# Exercise prompt
Print the listing exactly, but only as far as the line containing "Please list the". The first line and that line are both included.

# Record extracts
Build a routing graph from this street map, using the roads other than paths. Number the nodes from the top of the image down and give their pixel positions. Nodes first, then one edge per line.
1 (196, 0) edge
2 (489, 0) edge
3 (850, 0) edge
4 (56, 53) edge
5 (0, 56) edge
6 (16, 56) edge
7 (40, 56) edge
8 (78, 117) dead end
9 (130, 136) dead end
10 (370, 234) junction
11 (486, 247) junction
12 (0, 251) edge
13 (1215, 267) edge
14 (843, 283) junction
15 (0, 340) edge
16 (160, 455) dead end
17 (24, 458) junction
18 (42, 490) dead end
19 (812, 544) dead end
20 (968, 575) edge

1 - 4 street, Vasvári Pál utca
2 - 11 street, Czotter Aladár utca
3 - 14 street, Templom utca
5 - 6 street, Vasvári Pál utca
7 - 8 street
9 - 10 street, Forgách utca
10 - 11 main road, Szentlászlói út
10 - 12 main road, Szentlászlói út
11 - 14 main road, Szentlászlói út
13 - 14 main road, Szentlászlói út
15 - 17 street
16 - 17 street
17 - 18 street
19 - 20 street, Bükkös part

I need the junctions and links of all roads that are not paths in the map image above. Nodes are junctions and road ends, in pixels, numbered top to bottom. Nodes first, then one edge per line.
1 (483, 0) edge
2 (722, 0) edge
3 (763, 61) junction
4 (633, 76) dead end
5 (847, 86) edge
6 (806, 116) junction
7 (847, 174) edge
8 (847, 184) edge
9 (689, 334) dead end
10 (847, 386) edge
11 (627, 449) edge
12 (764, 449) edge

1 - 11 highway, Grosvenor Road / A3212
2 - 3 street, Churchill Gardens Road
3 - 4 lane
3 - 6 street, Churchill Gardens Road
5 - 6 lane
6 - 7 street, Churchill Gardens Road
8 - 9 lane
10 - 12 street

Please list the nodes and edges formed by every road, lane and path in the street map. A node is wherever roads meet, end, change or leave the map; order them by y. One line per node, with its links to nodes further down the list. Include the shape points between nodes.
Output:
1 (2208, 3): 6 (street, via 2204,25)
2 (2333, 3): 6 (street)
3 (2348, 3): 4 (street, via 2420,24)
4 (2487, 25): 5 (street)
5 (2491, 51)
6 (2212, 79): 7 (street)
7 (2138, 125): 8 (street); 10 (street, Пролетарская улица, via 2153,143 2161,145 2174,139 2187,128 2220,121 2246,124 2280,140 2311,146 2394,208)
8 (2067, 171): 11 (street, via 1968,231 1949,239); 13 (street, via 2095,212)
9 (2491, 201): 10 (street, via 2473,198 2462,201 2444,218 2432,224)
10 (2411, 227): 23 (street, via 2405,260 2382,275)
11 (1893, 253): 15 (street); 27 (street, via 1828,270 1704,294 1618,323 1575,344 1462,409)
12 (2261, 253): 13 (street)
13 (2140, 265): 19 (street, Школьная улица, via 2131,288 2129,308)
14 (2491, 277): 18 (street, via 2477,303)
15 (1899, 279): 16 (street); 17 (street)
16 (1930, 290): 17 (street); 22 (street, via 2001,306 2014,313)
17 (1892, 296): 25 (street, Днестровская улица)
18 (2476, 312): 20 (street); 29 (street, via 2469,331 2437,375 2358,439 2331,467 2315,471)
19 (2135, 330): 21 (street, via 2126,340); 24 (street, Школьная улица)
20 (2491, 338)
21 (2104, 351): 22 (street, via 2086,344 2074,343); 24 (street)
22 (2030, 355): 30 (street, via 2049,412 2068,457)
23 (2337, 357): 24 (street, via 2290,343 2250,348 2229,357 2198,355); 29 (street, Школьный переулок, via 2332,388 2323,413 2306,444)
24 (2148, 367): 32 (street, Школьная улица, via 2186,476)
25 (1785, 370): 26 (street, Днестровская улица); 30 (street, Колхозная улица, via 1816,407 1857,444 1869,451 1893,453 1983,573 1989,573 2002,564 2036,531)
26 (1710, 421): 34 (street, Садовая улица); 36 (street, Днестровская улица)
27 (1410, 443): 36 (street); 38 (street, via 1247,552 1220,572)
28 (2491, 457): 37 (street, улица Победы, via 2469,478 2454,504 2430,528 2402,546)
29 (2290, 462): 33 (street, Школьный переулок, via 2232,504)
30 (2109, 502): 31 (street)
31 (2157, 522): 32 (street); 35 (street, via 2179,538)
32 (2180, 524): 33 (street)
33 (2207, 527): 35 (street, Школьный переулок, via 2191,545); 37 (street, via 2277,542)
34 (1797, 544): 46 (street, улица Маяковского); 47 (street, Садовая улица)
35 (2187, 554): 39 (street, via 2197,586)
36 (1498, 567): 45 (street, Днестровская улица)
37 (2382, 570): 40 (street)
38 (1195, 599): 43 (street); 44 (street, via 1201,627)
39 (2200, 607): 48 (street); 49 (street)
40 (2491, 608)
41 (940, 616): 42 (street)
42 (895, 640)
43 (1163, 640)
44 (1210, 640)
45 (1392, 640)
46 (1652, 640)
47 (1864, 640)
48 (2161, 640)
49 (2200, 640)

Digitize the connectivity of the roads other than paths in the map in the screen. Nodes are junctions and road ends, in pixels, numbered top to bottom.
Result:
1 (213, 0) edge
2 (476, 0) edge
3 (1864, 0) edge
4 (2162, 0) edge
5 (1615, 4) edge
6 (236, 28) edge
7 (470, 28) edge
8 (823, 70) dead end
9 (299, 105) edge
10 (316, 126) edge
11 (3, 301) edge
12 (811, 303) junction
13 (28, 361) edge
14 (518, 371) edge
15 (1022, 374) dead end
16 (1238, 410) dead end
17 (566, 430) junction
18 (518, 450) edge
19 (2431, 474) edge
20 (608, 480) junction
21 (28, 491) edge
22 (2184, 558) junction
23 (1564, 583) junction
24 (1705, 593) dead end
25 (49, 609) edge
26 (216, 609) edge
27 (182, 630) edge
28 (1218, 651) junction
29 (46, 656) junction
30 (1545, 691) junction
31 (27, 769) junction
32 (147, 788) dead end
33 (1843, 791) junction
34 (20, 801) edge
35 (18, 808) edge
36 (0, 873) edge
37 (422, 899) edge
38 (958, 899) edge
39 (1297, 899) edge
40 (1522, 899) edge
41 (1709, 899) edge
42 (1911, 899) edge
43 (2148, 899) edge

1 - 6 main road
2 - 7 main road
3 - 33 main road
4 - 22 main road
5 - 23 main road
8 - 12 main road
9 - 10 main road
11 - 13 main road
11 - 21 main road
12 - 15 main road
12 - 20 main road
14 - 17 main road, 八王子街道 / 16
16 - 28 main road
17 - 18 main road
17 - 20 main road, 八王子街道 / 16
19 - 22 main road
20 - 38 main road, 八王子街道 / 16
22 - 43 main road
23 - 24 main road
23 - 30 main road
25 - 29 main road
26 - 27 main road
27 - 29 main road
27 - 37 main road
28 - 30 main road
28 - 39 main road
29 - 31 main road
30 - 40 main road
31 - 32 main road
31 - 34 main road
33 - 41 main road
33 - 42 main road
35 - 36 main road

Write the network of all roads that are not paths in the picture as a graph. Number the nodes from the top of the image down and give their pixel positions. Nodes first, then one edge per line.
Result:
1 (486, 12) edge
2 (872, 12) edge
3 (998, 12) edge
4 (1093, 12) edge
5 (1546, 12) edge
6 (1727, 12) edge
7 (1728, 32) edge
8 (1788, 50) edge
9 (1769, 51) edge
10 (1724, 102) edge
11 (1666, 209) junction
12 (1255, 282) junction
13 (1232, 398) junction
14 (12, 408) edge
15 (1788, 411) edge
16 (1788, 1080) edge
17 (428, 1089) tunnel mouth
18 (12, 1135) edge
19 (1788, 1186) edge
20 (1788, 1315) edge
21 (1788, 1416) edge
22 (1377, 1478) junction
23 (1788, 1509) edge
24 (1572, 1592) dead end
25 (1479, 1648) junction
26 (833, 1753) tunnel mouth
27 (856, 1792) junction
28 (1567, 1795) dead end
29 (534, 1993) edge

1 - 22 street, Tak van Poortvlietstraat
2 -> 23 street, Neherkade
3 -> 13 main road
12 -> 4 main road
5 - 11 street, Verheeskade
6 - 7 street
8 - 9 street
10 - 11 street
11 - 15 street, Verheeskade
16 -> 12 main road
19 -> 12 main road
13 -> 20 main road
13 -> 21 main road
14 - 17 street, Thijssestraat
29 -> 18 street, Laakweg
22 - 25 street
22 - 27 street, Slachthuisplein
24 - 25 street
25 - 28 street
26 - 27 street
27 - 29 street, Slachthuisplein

# Worked solution
Build a routing graph from this street map, using the roads other than paths. Number the nodes from the top of the image down and give their pixel positions. Nodes first, then one edge per line.
1 (196, 0) edge
2 (489, 0) edge
3 (850, 0) edge
4 (56, 53) edge
5 (0, 56) edge
6 (16, 56) edge
7 (40, 56) edge
8 (78, 117) dead end
9 (130, 136) dead end
10 (370, 234) junction
11 (486, 247) junction
12 (0, 251) edge
13 (1215, 267) edge
14 (843, 283) junction
15 (0, 340) edge
16 (160, 455) dead end
17 (24, 458) junction
18 (42, 490) dead end
19 (812, 544) dead end
20 (968, 575) edge

1 - 4 street, Vasvári Pál utca
2 - 11 street, Czotter Aladár utca
3 - 14 street, Templom utca
5 - 6 street, Vasvári Pál utca
7 - 8 street
9 - 10 street, Forgách utca
10 - 11 main road, Szentlászlói út
10 - 12 main road, Szentlászlói út
11 - 14 main road, Szentlászlói út
13 - 14 main road, Szentlászlói út
15 - 17 street
16 - 17 street
17 - 18 street
19 - 20 street, Bükkös part

I need the junctions and links of all roads that are not paths in the map image above. Nodes are junctions and road ends, in pixels, numbered top to bottom. Nodes first, then one edge per line.
1 (483, 0) edge
2 (722, 0) edge
3 (763, 61) junction
4 (633, 76) dead end
5 (847, 86) edge
6 (806, 116) junction
7 (847, 174) edge
8 (847, 184) edge
9 (689, 334) dead end
10 (847, 386) edge
11 (627, 449) edge
12 (764, 449) edge

1 - 11 highway, Grosvenor Road / A3212
2 - 3 street, Churchill Gardens Road
3 - 4 lane
3 - 6 street, Churchill Gardens Road
5 - 6 lane
6 - 7 street, Churchill Gardens Road
8 - 9 lane
10 - 12 street

Please list the nodes and edges formed by every road, lane and path in the street map. A node is wherever roads meet, end, change or leave the map; order them by y. One line per node, with its links to nodes further down the list. Include the shape points between nodes.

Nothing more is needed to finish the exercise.